Mineradora faz marketing com o desastre de Mariana…
Por Antonio Fernando Pinheiro Pedro
A SAMARCO, controlada pela VALE, iniciou uma campanha publicitária, nas rádios e TVs de Minas e Espírito Santo, falando de sua atuação em quarenta anos de funcionamento no Brasil – uma “campanha de comunicação” exatos trinta dias após emporcalhar a quinta maior bacia hídrica do Brasil, ocasionando um dos maiores desastres ambientais do mundo com o rompimento de sua barragem de rejeito de minérios.
Responde a empresa poluidora, à sociedade, não com ações concretas para sanar os danos que provocou mas, sim, com uma campanha de marketing.
Esse é a cara da desumanidade praticada contra o equilíbrio ambiental no Brasil, em nome do lucro.

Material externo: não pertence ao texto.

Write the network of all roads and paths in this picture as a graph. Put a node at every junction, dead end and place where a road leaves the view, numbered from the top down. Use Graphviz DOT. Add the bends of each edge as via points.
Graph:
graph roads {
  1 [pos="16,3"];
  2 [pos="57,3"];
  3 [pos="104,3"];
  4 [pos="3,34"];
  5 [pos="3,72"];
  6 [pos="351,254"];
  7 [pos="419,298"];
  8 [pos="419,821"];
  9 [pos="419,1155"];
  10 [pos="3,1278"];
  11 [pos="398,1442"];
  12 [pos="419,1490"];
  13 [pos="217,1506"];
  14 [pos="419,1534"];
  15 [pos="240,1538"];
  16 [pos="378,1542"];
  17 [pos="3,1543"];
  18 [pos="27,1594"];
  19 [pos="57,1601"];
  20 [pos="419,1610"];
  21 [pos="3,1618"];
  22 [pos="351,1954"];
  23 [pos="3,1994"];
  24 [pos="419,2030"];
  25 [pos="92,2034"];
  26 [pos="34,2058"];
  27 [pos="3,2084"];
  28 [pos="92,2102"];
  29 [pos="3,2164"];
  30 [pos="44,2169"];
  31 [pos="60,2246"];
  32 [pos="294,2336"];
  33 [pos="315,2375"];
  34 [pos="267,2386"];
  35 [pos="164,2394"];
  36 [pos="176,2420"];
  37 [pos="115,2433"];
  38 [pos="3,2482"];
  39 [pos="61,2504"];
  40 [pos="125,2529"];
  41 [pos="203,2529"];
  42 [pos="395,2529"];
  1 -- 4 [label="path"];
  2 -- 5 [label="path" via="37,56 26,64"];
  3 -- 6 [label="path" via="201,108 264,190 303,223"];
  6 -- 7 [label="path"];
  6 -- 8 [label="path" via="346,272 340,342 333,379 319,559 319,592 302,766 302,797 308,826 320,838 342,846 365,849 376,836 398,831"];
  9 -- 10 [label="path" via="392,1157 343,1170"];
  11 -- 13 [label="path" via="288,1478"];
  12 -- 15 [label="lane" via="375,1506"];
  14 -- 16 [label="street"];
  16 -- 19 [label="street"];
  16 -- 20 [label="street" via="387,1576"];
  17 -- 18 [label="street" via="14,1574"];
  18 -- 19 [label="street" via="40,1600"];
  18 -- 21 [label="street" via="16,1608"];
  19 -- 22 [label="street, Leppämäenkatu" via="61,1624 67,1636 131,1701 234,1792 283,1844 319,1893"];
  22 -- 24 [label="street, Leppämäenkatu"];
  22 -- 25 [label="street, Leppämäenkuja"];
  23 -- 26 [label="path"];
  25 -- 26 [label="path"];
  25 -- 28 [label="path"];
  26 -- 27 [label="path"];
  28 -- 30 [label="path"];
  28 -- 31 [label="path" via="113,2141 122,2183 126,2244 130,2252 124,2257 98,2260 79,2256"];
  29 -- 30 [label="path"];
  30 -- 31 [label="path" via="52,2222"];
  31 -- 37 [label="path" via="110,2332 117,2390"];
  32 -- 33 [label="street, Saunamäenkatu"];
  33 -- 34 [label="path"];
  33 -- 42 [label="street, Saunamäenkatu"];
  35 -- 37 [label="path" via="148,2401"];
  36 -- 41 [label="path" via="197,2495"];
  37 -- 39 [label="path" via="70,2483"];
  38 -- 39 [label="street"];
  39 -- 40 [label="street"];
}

Um exemplo típico de governança corporativa, apenas para “inglês ver”…
No macrocosmos da mída, o marketing estimulado pela impunidade. No microcosmos do dia a dia do relacionamento com os atingidos pela tragédia, a arrogância em forma de marketing, como é o caso do midiático programa “ESCUTA SOCIAL”, lançado pela mineradora no intuito de apurar a situação das vítimas do desastre…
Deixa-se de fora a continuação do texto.